EXERCISE AIM: Would you print the whole listing again, exactly?

SUPPLIED ENTRIES:
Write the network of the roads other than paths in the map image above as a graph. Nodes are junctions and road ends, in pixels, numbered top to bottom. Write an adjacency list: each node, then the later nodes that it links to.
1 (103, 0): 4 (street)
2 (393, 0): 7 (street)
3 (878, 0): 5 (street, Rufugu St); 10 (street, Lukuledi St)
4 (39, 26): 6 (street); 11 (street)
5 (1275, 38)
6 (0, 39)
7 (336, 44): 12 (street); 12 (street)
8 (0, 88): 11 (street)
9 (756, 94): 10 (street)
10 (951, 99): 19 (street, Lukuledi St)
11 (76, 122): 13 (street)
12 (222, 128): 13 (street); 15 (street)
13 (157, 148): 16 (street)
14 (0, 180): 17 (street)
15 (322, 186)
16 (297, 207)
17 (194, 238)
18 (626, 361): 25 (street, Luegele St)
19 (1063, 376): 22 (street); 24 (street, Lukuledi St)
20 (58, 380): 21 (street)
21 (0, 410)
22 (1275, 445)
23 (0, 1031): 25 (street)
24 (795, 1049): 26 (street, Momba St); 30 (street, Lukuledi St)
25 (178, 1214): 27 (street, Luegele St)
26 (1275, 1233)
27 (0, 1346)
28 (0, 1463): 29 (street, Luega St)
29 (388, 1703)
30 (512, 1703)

EXERCISE RESPONSE:
Write the network of the roads other than paths in the map image above as a graph. Nodes are junctions and road ends, in pixels, numbered top to bottom. Write an adjacency list: each node, then the later nodes that it links to.
1 (103, 0): 4 (street)
2 (393, 0): 7 (street)
3 (878, 0): 5 (street, Rufugu St); 10 (street, Lukuledi St)
4 (39, 26): 6 (street); 11 (street)
5 (1275, 38)
6 (0, 39)
7 (336, 44): 12 (street); 12 (street)
8 (0, 88): 11 (street)
9 (756, 94): 10 (street)
10 (951, 99): 19 (street, Lukuledi St)
11 (76, 122): 13 (street)
12 (222, 128): 13 (street); 15 (street)
13 (157, 148): 16 (street)
14 (0, 180): 17 (street)
15 (322, 186)
16 (297, 207)
17 (194, 238)
18 (626, 361): 25 (street, Luegele St)
19 (1063, 376): 22 (street); 24 (street, Lukuledi St)
20 (58, 380): 21 (street)
21 (0, 410)
22 (1275, 445)
23 (0, 1031): 25 (street)
24 (795, 1049): 26 (street, Momba St); 30 (street, Lukuledi St)
25 (178, 1214): 27 (street, Luegele St)
26 (1275, 1233)
27 (0, 1346)
28 (0, 1463): 29 (street, Luega St)
29 (388, 1703)
30 (512, 1703)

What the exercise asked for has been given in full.